Magdalena powoli odłożyła kubek w czerwone różyczki. „Boże”, pomyślała. „Tam coś jest. Coś albo ktoś”. Nie poczuła jednak strachu. Wręcz przeciwnie: jej ciało drżało podekscytowane, jak dziecko czekające na gwiazdkowy prezent. Niewiele myśląc, ruszyła w stronę cienia. Spodziewała się, że kryje się za nim jakiś kształt, kontury rzeczy, zwierzęcia lub człowieka. Pomyliła się jednak. Za cieniem ujrzała lustro: jej własne, dobrze znane lustro: oswajane codziennie od sześciu lat. Oswajane czesaniem, spojrzeniem, robieniem makijażu, płakaniem przed nim i wypowiadaniem afirmacji. A teraz, zupełnie niespodziewanie, rzucało cień. I zapraszało ją do środka. Zapraszało ją cieniem, który ułożył się w formie ścieżki, tak, aby Magdalena mogła swobodnie wejść do głębi lustra. Weszła więc.

Przechodząc przez jego taflę spodziewała się, że poczuje zimno. Powierzchnie luster są takie chłodne, pomyślała. Ale tym, co teraz czuła, było ciepło i miękkie fale wibrującej energii. Pełna ufności, szła dalej.

Postawiła stopę na czymś twardym, kamiennym. Okazało się, że był to stopień. Potem drugi i trzeci. I tak, jeden po drugim, przemierzyła je wszystkie. I wtedy spojrzała w dół i okazało się, że stopnie krętą spiralą ciasno oplatają wysoką i smukłą wieżę z białego marmuru. Odwróciła wzrok, nie chciała już dłużej patrzeć w dół. To ją przerażało, przypominało dawne lęki. Przed nią było coś znacznie bardziej interesującego: drzwi. Z białego drewna. I bez klamki. „Jak mam je otworzyć?”, pomyślała Magdalena. I wtedy drzwi otwarły się same. A ona weszła do środka. W komnacie, w której się znalazła nie było żadnych mebli, żadnych sprzętów. Tylko marmurowe ściany i okna.
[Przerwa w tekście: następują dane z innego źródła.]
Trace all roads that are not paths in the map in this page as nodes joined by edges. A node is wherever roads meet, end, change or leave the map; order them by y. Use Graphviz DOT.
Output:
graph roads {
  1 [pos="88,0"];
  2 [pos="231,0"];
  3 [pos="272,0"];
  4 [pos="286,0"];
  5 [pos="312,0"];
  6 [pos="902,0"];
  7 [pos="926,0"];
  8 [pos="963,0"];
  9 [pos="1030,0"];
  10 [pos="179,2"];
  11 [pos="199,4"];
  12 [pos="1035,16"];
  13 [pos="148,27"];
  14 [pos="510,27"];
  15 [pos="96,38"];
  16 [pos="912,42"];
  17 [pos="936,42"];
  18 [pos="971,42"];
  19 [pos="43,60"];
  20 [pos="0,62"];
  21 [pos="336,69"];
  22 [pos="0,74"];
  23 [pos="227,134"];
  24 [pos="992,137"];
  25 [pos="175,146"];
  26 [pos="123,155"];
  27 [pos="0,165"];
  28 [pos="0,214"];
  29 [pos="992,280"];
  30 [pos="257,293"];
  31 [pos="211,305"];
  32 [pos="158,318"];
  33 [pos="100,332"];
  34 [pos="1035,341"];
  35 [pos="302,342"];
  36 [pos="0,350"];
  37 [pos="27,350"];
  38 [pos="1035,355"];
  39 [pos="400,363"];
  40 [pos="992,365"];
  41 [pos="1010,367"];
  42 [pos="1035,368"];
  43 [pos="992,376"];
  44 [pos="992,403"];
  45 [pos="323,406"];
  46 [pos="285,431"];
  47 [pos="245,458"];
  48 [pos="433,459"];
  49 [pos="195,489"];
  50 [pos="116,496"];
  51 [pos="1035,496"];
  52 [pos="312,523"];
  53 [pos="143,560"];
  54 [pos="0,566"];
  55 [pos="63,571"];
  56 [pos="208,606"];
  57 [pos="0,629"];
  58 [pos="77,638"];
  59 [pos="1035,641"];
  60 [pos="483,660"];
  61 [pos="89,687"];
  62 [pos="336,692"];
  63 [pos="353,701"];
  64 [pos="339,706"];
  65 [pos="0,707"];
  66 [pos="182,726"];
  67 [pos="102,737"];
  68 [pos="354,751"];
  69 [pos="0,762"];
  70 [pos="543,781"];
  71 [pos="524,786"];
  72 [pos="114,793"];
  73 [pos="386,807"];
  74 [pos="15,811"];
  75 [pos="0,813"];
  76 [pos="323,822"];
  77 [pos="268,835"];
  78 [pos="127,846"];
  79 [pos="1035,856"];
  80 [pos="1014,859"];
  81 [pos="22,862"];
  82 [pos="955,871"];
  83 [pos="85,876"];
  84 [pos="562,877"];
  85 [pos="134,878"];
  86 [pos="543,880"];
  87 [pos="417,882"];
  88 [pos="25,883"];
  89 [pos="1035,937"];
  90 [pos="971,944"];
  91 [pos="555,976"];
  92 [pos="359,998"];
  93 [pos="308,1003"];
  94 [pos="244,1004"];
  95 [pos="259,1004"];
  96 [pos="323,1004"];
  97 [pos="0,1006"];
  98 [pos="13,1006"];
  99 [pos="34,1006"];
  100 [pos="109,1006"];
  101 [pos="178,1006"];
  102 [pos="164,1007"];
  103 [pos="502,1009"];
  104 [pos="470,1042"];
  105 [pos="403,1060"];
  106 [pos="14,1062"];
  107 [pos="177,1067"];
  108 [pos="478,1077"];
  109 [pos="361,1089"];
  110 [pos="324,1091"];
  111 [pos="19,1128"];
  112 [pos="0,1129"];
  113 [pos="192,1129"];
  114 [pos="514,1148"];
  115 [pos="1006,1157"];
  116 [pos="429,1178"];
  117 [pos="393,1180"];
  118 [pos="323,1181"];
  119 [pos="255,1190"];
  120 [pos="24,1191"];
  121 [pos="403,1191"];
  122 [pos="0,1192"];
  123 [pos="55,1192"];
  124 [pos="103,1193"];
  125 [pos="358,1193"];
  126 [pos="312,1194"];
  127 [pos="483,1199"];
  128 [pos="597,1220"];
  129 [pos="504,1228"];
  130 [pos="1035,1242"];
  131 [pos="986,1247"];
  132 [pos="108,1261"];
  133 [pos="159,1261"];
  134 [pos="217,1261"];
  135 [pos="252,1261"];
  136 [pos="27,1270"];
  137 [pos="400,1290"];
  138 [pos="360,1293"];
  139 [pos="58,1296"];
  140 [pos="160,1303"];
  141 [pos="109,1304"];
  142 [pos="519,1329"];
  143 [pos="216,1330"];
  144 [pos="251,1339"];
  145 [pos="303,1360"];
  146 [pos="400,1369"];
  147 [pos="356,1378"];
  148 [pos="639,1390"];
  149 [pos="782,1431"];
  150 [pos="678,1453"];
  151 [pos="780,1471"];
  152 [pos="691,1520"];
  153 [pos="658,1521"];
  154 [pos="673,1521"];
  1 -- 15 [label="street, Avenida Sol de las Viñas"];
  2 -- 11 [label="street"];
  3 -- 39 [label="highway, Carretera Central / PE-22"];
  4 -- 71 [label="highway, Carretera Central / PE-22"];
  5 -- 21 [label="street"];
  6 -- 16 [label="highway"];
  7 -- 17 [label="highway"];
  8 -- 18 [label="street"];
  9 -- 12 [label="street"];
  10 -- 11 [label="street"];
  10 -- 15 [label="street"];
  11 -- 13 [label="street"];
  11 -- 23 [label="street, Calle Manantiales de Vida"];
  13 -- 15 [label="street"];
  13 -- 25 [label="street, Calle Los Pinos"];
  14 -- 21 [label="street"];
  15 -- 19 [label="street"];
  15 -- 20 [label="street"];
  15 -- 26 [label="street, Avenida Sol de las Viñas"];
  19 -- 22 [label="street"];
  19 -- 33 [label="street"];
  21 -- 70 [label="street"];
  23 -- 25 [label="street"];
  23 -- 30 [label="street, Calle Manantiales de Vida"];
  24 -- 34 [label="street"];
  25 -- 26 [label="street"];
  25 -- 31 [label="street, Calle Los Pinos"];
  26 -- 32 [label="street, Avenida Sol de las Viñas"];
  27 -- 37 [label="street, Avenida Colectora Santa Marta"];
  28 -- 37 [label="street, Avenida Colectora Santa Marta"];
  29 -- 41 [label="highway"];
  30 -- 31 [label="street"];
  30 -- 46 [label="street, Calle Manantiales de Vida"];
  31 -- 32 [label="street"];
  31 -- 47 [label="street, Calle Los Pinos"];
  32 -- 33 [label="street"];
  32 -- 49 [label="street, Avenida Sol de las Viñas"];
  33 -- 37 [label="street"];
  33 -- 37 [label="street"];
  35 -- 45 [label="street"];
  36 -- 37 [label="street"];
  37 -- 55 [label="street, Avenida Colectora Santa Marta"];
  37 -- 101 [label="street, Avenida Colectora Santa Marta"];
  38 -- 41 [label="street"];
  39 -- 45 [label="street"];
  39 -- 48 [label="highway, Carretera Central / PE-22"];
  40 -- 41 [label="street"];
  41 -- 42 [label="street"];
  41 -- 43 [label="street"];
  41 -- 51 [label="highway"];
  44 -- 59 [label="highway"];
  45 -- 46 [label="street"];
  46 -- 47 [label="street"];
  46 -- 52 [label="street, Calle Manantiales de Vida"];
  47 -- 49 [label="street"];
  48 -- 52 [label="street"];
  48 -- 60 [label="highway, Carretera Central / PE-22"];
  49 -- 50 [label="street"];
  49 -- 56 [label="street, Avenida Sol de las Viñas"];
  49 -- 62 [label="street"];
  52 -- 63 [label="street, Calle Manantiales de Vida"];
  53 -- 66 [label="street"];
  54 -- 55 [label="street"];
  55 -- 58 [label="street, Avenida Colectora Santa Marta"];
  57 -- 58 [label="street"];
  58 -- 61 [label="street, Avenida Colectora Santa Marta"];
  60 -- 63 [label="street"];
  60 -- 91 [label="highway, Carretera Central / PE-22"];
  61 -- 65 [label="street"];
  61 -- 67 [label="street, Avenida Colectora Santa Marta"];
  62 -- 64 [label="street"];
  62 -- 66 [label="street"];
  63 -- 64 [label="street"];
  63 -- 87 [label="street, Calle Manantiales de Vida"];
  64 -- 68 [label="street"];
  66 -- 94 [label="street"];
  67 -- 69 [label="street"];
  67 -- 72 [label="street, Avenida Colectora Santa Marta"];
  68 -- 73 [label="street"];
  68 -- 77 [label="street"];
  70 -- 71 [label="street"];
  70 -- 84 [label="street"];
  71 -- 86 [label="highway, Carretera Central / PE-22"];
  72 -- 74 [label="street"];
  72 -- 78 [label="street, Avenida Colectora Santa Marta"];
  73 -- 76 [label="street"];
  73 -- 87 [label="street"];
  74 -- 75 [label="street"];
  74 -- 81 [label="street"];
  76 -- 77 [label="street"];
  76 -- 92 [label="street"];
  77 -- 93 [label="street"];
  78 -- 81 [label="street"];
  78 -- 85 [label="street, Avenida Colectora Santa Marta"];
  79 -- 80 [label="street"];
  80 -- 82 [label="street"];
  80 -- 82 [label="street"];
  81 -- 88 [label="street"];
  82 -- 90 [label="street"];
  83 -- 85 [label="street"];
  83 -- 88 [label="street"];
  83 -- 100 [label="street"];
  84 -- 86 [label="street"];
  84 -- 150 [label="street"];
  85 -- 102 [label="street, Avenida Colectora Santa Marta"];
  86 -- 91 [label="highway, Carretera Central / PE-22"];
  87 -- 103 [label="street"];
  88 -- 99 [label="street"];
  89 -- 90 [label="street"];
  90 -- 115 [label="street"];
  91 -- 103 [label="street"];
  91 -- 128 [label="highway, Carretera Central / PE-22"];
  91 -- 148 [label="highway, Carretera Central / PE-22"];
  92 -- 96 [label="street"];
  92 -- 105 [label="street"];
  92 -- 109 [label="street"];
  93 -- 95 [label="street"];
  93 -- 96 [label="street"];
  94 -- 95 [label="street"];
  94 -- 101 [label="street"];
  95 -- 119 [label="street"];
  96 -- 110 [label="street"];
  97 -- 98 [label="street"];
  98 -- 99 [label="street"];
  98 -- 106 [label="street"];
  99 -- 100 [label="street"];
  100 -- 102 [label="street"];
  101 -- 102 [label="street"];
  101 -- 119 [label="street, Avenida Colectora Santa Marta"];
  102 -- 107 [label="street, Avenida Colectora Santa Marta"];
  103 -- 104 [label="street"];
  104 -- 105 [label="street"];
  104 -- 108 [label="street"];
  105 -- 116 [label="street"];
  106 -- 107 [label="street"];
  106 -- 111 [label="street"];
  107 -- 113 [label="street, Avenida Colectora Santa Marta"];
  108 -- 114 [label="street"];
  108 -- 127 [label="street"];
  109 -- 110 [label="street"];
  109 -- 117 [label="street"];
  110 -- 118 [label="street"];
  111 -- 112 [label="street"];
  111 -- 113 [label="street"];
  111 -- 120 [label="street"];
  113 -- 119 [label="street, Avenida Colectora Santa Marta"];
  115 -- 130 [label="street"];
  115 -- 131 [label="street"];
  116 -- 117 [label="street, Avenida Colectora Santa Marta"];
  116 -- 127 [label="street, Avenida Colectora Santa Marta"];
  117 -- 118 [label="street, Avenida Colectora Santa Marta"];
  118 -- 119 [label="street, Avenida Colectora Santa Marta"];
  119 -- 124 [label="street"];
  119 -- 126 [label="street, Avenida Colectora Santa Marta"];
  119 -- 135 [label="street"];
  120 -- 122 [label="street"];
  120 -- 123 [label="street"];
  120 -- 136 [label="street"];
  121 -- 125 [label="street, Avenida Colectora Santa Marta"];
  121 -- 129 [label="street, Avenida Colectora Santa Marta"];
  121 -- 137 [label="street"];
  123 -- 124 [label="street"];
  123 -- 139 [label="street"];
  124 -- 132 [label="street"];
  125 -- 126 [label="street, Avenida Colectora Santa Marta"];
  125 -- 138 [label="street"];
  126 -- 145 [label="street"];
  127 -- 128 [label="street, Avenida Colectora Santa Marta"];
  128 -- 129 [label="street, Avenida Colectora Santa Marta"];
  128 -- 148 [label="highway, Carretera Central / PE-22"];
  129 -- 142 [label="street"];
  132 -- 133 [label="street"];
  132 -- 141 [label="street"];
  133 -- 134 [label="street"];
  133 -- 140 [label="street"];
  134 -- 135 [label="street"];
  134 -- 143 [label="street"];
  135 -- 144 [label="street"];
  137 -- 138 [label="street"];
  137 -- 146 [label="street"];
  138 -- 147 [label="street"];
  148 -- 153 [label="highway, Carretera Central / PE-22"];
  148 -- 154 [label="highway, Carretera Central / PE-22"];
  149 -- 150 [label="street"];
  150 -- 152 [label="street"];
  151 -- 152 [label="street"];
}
W jednym z nich stała postać. Magda cofnęła się, ale nie próbowała uciekać. Postać odcinała się wyraźnie od tła, ubrana w długi, ciemny płaszcz z kapturem.

Usta Magdy wypowiedziały jakieś słowo w nieznanym jej języku i postać odwróciła się.

I wtedy była już pewna.

II.

- Manteo! – powiedziała tylko.

Skinął głową z lekkim ukłonem.

Manteo był nieco od niej wyższy i krępej budowy ciała. Jego ciało, ukryte pod długą szatą, przepełnione było zmysłowością, która ma swoje źródło w głębokim współodczuwaniu, głębokim aż do bólu. Ten ból czaił się na dnie jego oczu, ogromnych i czystych w swej uczuciowości. Nie mówił nic, tylko patrzył. Tak przekazywał samego siebie i to jej wystarczało.

Nie wiedziała skąd, ale skądś wiedziała, że nie nosi żadnych ubrań, oprócz grubej, długiej brązowej opończy z kapturem. Wiedziała też, nie jest jednak mnichem, a adeptem wiedzy ezoterycznej, zaprzysiężonym w wiecznej miłości do świata widzialnego. Mimo to zapytała:

- Kim jesteś? Mnichem?

- Nie – odparł, ale nie ustami. Mówił jedynie oczami.

- Adeptem wiedzy ezoterycznej, zaprzysiężonym w wiecznej miłości do świata widzialnego?

- Jestem kimś więcej – odparły jego oczy.

- Kim?

Zbliżył się do niej na odległość jednego jej kroku.

- Twoim demonem.

III.

- Rodzicie się z tęsknoty? – nie mogła uwierzyć Magda – Z tęsknoty kobiety?

- Zobacz – odparł, nie poruszając ustami – Utkałem to dla ciebie.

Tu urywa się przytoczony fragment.